__Stored data__
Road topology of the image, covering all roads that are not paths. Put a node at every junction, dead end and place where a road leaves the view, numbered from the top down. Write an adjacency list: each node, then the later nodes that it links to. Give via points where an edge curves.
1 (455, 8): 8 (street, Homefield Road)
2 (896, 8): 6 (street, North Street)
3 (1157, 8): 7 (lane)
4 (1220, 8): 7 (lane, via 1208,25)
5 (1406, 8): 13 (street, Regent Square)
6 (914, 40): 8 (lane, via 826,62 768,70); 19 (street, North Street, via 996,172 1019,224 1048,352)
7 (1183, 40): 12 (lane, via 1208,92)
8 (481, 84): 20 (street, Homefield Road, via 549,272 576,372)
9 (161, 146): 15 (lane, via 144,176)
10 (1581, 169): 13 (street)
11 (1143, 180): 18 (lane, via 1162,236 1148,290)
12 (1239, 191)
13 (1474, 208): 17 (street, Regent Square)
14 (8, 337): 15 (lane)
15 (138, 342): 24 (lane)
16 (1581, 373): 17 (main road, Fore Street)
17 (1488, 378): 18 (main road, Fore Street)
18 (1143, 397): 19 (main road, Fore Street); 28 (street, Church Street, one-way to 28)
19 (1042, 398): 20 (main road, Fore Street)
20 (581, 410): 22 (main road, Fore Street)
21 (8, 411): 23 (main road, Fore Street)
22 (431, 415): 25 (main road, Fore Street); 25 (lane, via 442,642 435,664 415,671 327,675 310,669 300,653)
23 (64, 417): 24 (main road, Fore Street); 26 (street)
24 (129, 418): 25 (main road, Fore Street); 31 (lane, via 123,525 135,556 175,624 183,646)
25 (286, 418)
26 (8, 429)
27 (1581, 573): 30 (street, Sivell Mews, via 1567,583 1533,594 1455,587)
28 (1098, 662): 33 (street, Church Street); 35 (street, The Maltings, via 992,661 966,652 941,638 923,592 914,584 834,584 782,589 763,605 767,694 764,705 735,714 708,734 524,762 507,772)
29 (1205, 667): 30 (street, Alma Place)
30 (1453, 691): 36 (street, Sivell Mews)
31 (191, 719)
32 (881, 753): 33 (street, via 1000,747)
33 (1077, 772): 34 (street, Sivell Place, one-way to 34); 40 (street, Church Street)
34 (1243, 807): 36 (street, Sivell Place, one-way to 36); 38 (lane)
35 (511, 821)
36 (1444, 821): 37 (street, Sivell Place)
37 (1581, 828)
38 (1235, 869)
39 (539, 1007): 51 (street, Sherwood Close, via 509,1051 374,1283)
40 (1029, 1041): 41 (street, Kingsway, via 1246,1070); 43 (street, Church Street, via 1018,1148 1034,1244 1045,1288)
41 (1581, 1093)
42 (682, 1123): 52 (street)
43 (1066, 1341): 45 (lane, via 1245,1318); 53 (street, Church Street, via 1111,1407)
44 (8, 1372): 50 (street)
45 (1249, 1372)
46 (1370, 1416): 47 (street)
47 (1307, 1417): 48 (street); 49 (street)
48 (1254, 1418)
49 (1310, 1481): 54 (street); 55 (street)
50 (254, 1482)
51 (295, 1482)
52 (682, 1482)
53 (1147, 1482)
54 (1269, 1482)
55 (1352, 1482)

__EXERCISE DETAILS__
For every line in the data above that has the string "Square", return that line.

__SOLUTION FOR THIS TASK__
5 (1406, 8): 13 (street, Regent Square)
13 (1474, 208): 17 (street, Regent Square)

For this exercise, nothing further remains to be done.